Re: Possible Future Extensions

tommycrock

Hi Andre
On 6 May 2015 13:37, "Andre Wiethoff" <[hidden email]> wrote:
>
> Hello Tom,
>
> thanks for the links! (I didn't think of looking at the wiki...)

The pages on the main site often come from the wiki but a "transclusion editor" needs to update which version appears.

> I am rather new to the Musicbrainz database structure, so I am thankful for any insights.
>
> It seems that the rating tables are already as needed. There seem to be a small discrepancy between the two pages you mentioned though.
> One tells the rating is between 1-5, the other between 0-100 (I assume 0-100 will be used internally?)

I think I remember reading that they are 0-100 everywhere.

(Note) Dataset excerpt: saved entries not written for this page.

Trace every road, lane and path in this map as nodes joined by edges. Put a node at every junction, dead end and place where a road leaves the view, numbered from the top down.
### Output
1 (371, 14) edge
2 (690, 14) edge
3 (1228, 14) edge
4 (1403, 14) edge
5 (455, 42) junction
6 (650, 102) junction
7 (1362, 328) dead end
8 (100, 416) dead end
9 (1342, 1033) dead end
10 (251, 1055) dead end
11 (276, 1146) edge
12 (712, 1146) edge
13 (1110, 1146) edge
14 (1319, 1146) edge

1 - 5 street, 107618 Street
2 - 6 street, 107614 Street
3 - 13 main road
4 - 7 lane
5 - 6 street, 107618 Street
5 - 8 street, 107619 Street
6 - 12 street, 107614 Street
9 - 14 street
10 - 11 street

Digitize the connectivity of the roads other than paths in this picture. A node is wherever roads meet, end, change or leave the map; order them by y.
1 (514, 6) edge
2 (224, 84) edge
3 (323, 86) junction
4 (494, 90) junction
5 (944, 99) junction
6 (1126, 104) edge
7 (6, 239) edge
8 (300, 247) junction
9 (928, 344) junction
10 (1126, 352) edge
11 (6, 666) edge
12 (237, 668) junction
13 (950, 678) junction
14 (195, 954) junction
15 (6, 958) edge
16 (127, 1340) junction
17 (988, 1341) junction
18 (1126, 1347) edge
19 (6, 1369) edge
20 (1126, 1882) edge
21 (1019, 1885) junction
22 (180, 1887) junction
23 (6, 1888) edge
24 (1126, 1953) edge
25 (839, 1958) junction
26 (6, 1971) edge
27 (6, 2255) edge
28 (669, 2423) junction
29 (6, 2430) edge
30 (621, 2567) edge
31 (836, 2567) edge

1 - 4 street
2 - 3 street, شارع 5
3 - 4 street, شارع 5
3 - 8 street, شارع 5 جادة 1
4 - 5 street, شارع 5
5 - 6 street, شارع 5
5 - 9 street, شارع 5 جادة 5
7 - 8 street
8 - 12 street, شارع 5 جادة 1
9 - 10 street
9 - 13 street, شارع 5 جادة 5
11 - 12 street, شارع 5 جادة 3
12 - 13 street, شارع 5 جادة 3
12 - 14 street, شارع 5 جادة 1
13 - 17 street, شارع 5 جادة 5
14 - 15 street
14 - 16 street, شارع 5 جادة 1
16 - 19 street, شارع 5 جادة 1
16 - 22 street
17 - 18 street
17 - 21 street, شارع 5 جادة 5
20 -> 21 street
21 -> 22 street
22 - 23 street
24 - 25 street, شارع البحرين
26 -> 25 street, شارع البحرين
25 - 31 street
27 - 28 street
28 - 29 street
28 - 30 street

I'm sure someone who knows will say.
I don't know about the rest so I'll leave it for others to answer.

P.S. Thanks for EAC :)


_______________________________________________
MusicBrainz-devel mailing list
[hidden email]
http://lists.musicbrainz.org/mailman/listinfo/musicbrainz-devel
Reply | Threaded
Open this post in threaded view
|

Re: Possible Future Extensions

Ian McEwen
On Thu, May 07, 2015 at 07:05:35AM +0100, Tom Crocker wrote:

> Hi Andre
> On 6 May 2015 13:37, "Andre Wiethoff" <[hidden email]> wrote:
> >
> > Hello Tom,
> >
> > thanks for the links! (I didn't think of looking at the wiki...)
>
> The pages on the main site often come from the wiki but a "transclusion
> editor" needs to update which version appears.
>
> > I am rather new to the Musicbrainz database structure, so I am thankful
> for any insights.
> >
> > It seems that the rating tables are already as needed. There seem to be a
> small discrepancy between the two pages you mentioned though.
> > One tells the rating is between 1-5, the other between 0-100 (I assume
> 0-100 will be used internally?)
>
> I think I remember reading that they are 0-100 everywhere. I'm sure someone
> who knows will say.
> I don't know about the rest so I'll leave it for others to answer.
>
They're 0-100 in the database, but some ways of looking at the data do
still return 1-5 values, somewhat confusingly. The /ws/1/rating
endpoints seem to do 1-5, where the /ws/2/rating ones do 0-100 (which is
perhaps reasonable, since that was a major upgrade). However, adding
?inc=user-ratings in the WS also returns 1-5, and the site interface
only allows setting multiples of 20 (i.e. 1-5 stars), though it'll still
display the other values.

So in principle they're 0-100 everywhere, but in practice there's places
that are basically only 1-5 stars. YMMV, etc.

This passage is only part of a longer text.